§ What you should do
Without its pictures, the listing below is to be transcribed exactly.

──────── Records to process ────────

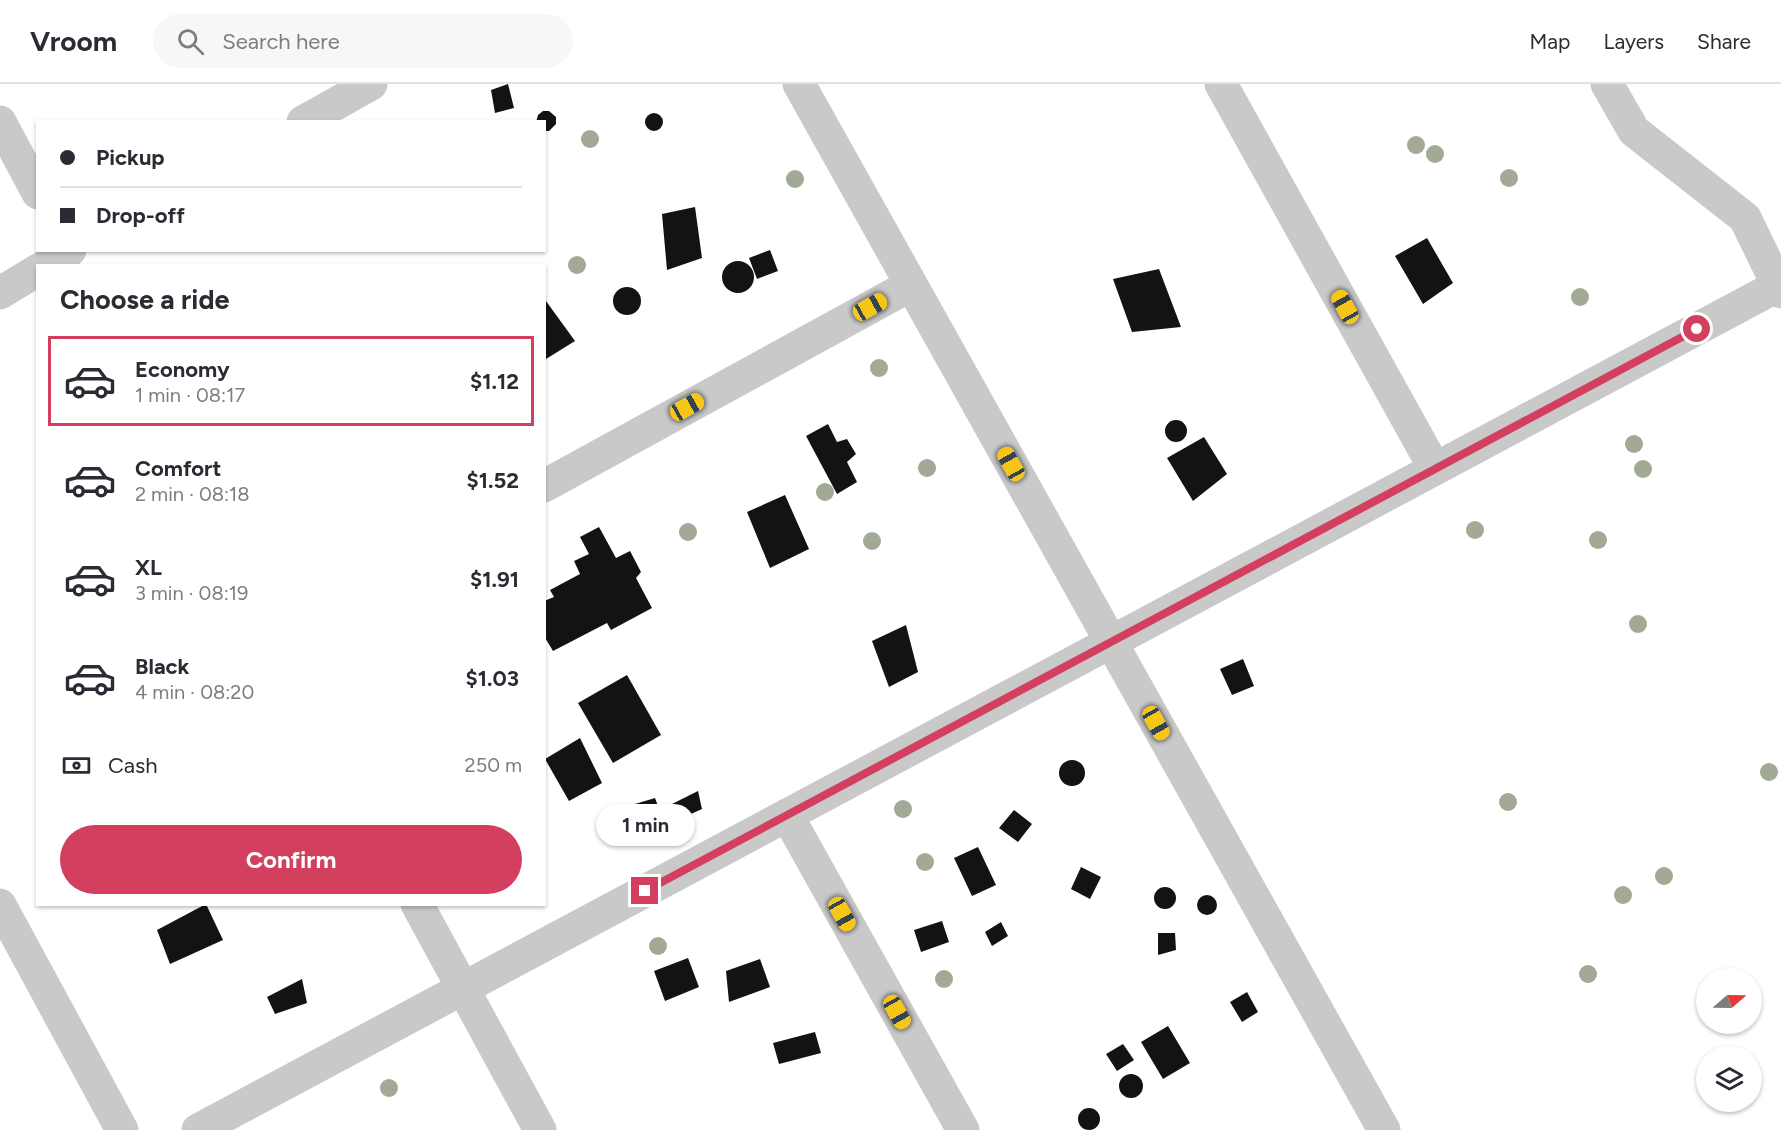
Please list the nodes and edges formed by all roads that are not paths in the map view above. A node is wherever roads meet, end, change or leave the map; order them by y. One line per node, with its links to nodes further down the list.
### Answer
1 (371, 84): 5 (street)
2 (799, 84): 9 (street)
3 (1221, 84): 12 (street)
4 (1607, 84): 10 (street)
5 (307, 120)
6 (0, 122): 7 (street)
7 (36, 190)
8 (36, 271): 11 (street)
9 (911, 285): 13 (street); 14 (street)
10 (1780, 287): 12 (street)
11 (0, 292)
12 (1435, 469): 14 (street)
13 (546, 485)
14 (1110, 642): 15 (street); 23 (street)
15 (788, 815): 18 (street); 22 (street)
16 (0, 905): 19 (street)
17 (418, 906): 18 (street)
18 (463, 989): 20 (street); 21 (street)
19 (122, 1130)
20 (198, 1130)
21 (540, 1130)
22 (963, 1130)
23 (1384, 1130)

────────

§ Answer to this problem
Please list the nodes and edges formed by all roads that are not paths in the map view above. A node is wherever roads meet, end, change or leave the map; order them by y. One line per node, with its links to nodes further down the list.
### Answer
1 (371, 84): 5 (street)
2 (799, 84): 9 (street)
3 (1221, 84): 12 (street)
4 (1607, 84): 10 (street)
5 (307, 120)
6 (0, 122): 7 (street)
7 (36, 190)
8 (36, 271): 11 (street)
9 (911, 285): 13 (street); 14 (street)
10 (1780, 287): 12 (street)
11 (0, 292)
12 (1435, 469): 14 (street)
13 (546, 485)
14 (1110, 642): 15 (street); 23 (street)
15 (788, 815): 18 (street); 22 (street)
16 (0, 905): 19 (street)
17 (418, 906): 18 (street)
18 (463, 989): 20 (street); 21 (street)
19 (122, 1130)
20 (198, 1130)
21 (540, 1130)
22 (963, 1130)
23 (1384, 1130)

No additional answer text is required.